Kitlelerin sesi haline gelen sosyal medyada, çokça anılan bir kavram var: “Kurumsallık”. Genellikle, ilişkilendirilen başka bir kavramla birlikte geçiyor. Çoğunlukla da bir beklentiye, kurumsallık kavramı ile güç kazandırmaya çalışılıyor. Kurumsallığa “yakıştırılmayan” birçok konudan şikâyet ediliyor ve “Böyle olur mu?” deniliyor. Tersi de var elbette. Meselâ, personel servisi bulunan bir firma, “kurumsal” ilân edilebiliyor.
Konu: Hafta Sonu Mesaisi
Bu yazımda kurumsallık beklentisiyle birlikte anılan konulardan bir tanesini, Cumartesi mesaisini anlatmaya çalışacağım.

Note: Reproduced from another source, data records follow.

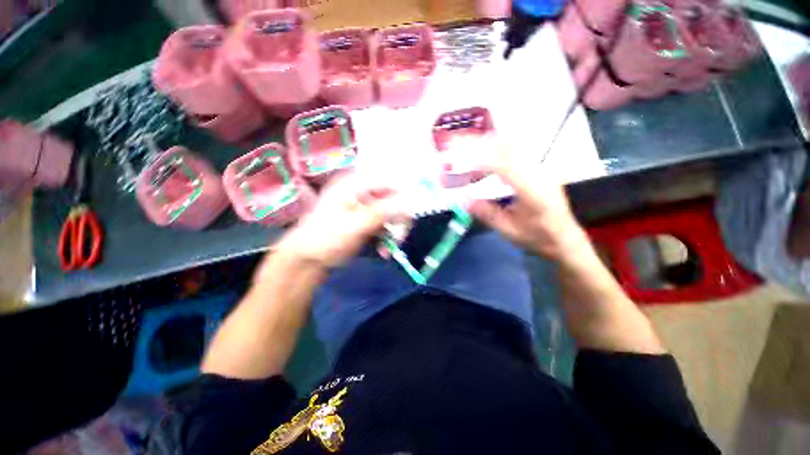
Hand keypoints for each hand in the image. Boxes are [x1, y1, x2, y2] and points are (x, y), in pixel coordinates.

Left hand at [276, 173, 402, 268]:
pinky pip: (385, 225)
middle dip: (398, 220)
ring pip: (392, 214)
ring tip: (387, 249)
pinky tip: (383, 250)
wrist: (307, 259)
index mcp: (355, 183)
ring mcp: (365, 206)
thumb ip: (383, 212)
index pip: (389, 182)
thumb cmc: (326, 238)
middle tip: (398, 239)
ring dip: (393, 232)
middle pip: (393, 199)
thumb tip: (410, 202)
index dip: (404, 196)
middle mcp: (362, 191)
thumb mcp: (355, 224)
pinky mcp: (366, 220)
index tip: (410, 216)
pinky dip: (387, 237)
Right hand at [468, 146, 589, 260]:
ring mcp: (542, 166)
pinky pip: (515, 151)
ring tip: (464, 151)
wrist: (564, 236)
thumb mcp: (509, 230)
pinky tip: (483, 159)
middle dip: (478, 144)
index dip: (479, 159)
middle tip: (455, 146)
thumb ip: (486, 213)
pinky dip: (495, 150)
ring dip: (486, 145)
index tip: (457, 159)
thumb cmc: (537, 237)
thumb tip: (462, 198)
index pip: (504, 165)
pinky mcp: (539, 166)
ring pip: (512, 145)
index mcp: (534, 190)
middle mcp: (540, 172)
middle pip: (508, 147)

Diğerlerini de başka bir yazıda açayım, uzamasın ve sizi sıkmasın.
Cumartesi günü çalışmamak kurumsallıktan mı gelir, çalışmak da kurumsallığa aykırı mıdır?
Kurumsallık Tanımı
“Kurumsal” kelimesi için TDK, “değişik birim ve fonksiyonlarıyla bir kurumun niteliklerine tam anlamıyla sahip olan” açıklaması getirmiş. “Kurum niteliği” sözünü anlamak için bir kavrama daha bakmalıyız: “Kurum”. TDK buna da “evlilik, aile, ortaklık, mülkiyet gibi köklü bir yapıyı içeren, genellikle devletle ilişkisi olan yapı veya birlik” demiş. Bu incelemeye göre kurumsal olmak, “yapısal” davranmakla gerçekleşiyor.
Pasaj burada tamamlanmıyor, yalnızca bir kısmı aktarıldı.